Before you spend much time on a pure (thus limited) SSG, I recommend taking a close look at https://Remix.run. Remix supports a superset of Eleventy or Hugo (or Jekyll or even NextJS export). It's too new to be considered "boring", but it leverages OG web standards and defaults to web platform-native foundations. Given its provenance and the authors' bona fides, I'm betting heavy it sticks around for the long haul. I'm unaffiliated w the project, but I've been doing web-related things for a living since 1998, and for me Remix is a breath of fresh air and the successor to NextJS as my framework of choice.
So? "People" may have said all
kinds of things about Redwood or the price of rice in China. I never promoted Redwood, and (to engage with your off-base "rejoinder") objectively speaking, it didn't offer any advantages over NextJS. Remix, on the other hand, is fundamentally different from any other framework.
The fact you worry about what language they're written in - while you shouldn't need to ever edit any of their code - already implies they're not boring and you're overthinking the decision already.
Pick the one that gets you up and running the fastest, ideally one that doesn't rely on you installing additional runtimes.
In principle you’re absolutely right, but Hugo actually comes with lots of strings attached due to their choice of Go, like having to use Go templates for example - which can be weird if you don’t have a Go background. The more elaborate constructs you’re trying to build, the more you need to research how the Hugo Go runtime works to sort out quirks.
Flip a coin, try the first one out, and if anything pops up in a few days that makes you think the other might be more suitable, evaluate the other one.
I recently started experimenting with Snowpack for JS build.
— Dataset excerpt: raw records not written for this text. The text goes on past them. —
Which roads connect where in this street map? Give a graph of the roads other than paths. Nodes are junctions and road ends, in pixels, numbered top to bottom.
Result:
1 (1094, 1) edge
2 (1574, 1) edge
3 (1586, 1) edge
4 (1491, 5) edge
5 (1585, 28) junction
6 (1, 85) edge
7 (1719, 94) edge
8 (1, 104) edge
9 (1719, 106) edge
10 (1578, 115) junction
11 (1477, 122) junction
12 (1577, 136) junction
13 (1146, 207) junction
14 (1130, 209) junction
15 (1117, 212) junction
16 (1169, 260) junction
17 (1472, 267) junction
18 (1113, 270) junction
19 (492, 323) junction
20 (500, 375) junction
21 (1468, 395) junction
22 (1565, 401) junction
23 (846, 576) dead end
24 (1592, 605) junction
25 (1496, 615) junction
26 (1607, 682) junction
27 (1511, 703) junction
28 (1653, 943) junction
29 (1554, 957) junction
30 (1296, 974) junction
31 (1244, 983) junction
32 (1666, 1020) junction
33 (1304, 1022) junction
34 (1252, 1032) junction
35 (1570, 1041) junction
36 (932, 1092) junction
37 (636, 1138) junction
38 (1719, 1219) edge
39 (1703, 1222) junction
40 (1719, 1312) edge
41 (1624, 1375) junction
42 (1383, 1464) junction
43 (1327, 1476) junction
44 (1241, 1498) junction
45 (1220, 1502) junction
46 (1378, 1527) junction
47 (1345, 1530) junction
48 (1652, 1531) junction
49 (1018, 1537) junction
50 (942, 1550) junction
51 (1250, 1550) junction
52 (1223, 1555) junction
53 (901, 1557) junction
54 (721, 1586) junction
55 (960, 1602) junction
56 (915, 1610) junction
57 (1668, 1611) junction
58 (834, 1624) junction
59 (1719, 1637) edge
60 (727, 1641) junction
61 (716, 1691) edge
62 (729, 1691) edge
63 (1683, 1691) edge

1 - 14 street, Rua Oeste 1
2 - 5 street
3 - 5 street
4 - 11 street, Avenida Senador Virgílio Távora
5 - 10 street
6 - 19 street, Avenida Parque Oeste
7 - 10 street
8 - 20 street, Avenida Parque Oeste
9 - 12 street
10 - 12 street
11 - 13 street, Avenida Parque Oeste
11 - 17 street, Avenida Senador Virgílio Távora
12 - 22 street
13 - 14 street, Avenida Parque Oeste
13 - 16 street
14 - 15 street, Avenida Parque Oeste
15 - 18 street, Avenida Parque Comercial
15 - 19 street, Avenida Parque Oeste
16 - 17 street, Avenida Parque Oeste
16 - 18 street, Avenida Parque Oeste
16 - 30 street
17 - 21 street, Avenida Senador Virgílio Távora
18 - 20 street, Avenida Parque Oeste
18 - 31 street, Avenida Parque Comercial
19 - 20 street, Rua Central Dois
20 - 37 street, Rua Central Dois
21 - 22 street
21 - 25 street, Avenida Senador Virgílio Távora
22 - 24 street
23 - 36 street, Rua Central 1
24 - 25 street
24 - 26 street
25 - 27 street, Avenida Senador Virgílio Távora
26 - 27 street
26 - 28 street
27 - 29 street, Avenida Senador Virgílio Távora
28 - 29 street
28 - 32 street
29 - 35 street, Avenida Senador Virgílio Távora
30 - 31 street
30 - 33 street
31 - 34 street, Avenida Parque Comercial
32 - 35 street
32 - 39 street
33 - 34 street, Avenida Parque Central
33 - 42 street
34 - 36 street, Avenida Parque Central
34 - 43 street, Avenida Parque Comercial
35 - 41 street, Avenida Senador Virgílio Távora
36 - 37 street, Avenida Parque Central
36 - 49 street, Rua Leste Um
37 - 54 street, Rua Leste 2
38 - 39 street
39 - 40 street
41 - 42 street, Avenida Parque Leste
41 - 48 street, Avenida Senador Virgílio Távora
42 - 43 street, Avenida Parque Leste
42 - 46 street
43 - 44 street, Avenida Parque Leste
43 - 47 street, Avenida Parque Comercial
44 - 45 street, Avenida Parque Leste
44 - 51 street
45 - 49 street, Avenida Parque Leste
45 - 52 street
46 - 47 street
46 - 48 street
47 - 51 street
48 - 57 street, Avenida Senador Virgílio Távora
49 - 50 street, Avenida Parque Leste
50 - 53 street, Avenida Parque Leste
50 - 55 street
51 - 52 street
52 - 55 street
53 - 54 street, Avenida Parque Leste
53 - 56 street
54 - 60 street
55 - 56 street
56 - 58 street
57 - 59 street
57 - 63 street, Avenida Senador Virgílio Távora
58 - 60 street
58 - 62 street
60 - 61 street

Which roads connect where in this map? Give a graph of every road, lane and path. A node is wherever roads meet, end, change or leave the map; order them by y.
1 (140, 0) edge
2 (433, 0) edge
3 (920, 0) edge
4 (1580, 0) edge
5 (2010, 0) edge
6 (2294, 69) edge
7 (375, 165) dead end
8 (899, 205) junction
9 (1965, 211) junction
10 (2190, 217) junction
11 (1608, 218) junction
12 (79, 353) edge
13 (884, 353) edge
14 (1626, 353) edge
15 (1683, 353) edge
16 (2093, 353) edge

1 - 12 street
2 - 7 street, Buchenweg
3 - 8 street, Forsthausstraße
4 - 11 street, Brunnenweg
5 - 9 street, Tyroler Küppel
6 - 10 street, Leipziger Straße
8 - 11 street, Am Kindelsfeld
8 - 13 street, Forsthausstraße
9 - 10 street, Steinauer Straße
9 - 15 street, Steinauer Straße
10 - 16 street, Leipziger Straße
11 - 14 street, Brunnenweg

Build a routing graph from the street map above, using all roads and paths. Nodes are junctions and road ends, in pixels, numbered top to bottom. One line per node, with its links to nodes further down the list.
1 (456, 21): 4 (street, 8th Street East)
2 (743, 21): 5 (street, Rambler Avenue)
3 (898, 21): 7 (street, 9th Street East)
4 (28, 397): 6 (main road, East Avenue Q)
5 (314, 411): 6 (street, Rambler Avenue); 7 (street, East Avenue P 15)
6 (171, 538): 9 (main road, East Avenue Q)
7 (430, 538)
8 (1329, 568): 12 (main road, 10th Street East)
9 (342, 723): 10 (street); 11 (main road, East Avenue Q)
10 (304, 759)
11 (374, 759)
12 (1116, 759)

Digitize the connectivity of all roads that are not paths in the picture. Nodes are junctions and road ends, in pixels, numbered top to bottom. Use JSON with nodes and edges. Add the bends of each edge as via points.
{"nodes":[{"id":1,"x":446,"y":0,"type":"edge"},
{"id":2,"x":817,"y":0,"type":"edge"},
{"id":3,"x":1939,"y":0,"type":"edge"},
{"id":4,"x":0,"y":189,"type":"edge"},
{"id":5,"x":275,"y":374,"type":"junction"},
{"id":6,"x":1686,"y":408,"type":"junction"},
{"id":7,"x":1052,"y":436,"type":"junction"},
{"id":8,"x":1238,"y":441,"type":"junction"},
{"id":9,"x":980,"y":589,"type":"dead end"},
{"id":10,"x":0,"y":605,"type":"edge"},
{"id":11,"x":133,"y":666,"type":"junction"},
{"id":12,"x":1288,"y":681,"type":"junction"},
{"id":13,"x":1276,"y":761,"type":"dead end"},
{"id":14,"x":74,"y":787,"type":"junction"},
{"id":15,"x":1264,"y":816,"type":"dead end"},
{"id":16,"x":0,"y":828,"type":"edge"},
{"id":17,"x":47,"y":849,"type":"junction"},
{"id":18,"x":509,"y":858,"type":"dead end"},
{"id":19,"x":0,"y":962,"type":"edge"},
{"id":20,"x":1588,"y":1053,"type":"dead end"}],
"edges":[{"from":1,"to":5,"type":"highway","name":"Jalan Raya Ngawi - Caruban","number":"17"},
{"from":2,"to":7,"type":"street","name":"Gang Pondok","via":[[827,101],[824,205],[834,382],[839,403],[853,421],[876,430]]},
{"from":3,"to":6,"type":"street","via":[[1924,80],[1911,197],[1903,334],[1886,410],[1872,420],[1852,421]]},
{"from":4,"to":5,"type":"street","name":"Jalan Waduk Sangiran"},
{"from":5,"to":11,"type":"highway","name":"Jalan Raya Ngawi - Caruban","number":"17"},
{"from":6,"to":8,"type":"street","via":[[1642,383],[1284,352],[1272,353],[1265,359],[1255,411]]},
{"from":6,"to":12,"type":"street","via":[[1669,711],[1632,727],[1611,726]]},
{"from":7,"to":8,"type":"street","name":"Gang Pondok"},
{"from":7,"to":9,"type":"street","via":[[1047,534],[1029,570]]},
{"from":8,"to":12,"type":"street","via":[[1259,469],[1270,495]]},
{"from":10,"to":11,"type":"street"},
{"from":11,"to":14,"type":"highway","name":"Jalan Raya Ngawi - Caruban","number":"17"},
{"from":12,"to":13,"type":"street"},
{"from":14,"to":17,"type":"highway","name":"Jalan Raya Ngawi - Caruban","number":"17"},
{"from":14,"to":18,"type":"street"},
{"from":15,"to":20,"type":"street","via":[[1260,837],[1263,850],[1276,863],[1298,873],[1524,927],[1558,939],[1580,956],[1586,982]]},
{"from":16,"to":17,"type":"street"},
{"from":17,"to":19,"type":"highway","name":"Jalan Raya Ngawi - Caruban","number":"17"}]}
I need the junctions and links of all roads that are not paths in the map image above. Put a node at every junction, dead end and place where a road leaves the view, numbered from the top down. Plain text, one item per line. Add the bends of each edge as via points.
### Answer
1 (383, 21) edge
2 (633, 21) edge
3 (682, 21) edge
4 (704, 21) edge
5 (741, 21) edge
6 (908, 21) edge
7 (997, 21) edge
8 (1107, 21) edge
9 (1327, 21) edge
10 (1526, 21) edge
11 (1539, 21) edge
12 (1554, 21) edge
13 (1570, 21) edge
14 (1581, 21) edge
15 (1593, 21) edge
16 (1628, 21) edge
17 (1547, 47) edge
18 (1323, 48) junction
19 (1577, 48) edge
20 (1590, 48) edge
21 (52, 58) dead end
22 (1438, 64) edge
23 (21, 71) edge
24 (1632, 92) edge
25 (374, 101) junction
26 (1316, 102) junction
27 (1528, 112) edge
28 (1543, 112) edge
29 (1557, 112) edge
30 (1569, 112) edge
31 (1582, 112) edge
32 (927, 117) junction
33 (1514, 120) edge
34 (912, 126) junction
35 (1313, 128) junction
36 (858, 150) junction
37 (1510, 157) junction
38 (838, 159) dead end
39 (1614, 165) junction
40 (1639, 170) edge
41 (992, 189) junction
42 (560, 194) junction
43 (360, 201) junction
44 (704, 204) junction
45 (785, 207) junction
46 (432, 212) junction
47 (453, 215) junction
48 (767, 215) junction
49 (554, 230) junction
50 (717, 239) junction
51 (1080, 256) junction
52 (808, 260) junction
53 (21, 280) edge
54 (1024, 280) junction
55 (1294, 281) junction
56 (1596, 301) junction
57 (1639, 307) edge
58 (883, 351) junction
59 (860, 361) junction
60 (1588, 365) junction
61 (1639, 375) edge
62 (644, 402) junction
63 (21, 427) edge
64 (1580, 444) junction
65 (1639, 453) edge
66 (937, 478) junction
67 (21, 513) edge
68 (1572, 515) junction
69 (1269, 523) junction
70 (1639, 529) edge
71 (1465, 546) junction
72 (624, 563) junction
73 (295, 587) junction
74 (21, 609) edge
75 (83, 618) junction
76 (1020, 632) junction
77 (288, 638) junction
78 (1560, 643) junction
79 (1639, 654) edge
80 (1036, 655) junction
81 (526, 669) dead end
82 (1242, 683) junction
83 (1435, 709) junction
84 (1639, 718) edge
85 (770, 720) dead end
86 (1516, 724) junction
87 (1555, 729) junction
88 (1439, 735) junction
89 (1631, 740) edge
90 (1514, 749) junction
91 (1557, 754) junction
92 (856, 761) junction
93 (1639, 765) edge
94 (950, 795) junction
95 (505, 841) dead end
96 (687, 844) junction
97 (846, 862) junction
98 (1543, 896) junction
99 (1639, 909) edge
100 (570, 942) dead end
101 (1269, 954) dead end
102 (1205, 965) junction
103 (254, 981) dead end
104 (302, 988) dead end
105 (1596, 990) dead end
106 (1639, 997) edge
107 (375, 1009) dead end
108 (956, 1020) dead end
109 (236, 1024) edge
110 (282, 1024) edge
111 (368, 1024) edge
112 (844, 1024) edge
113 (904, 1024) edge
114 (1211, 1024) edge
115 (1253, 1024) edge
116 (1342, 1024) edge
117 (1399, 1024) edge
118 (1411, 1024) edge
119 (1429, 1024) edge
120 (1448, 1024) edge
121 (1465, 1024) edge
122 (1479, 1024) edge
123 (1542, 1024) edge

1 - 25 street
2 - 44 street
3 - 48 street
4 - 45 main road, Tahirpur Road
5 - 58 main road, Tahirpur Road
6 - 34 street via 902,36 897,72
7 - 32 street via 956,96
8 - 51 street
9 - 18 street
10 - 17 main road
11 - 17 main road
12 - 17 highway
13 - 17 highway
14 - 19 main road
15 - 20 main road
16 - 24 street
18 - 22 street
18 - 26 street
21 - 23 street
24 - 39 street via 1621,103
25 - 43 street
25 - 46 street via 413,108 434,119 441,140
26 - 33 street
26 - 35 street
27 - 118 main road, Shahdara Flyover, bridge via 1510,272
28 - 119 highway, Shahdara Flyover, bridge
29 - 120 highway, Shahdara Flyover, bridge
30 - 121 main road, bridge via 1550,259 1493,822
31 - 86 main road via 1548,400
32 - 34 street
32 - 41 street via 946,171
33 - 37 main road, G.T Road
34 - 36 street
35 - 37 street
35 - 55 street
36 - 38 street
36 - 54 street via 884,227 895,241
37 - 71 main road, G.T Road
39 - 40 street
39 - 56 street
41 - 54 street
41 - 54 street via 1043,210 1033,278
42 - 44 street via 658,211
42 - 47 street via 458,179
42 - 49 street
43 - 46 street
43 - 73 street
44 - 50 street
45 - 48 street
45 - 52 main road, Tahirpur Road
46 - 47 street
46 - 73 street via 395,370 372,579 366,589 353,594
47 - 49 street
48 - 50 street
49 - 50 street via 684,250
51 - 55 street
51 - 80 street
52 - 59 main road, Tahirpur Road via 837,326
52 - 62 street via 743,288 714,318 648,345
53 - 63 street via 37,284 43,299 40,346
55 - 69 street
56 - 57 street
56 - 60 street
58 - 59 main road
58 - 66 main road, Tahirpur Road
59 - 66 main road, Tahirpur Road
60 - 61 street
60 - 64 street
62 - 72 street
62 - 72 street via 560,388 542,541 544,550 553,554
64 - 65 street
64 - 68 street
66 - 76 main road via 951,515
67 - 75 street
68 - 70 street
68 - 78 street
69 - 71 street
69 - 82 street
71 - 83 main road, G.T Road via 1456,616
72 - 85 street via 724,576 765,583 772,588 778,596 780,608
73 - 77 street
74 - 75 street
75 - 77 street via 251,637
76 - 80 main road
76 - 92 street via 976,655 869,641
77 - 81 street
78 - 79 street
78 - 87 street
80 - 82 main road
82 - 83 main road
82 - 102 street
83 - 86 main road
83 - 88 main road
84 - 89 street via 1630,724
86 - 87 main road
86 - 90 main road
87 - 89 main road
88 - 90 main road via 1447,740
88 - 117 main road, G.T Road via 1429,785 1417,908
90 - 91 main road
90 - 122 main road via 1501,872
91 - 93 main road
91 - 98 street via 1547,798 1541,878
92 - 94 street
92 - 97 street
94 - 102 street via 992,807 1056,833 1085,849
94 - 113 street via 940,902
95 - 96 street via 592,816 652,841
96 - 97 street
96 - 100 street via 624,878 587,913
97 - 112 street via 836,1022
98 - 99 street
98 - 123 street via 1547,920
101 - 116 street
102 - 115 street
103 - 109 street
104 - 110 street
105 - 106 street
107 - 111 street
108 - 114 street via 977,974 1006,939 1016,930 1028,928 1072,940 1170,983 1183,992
I realized it doesn’t do sourcemaps very will so I grabbed Parcel. That worked great but doesn’t have a testing story and Vite has a couple options there. Vite has been good.
It was work to evaluate each of those and switch between them. But not that much work really since I hadn’t committed a huge codebase yet. But it was worth it because now I know why you might choose one over the other.
I do this. But 1d20 / options. Crit fail means ignore for a week otherwise divide up the space evenly and extra slots mean re-roll. Having the option to punt is useful.
Compare them in your particular scenario. Only you know what is important to you. If choosing for a company, ask the people who will have to work with it.
Maybe one has more responsive developers, or a more helpful community.
Boring is on a scale, and you need a reference to assess the level of boringness. Eleventy, Hugo and Jekyll are all a little to non-boring compared to ssg6 or just throwing txt files in www-root.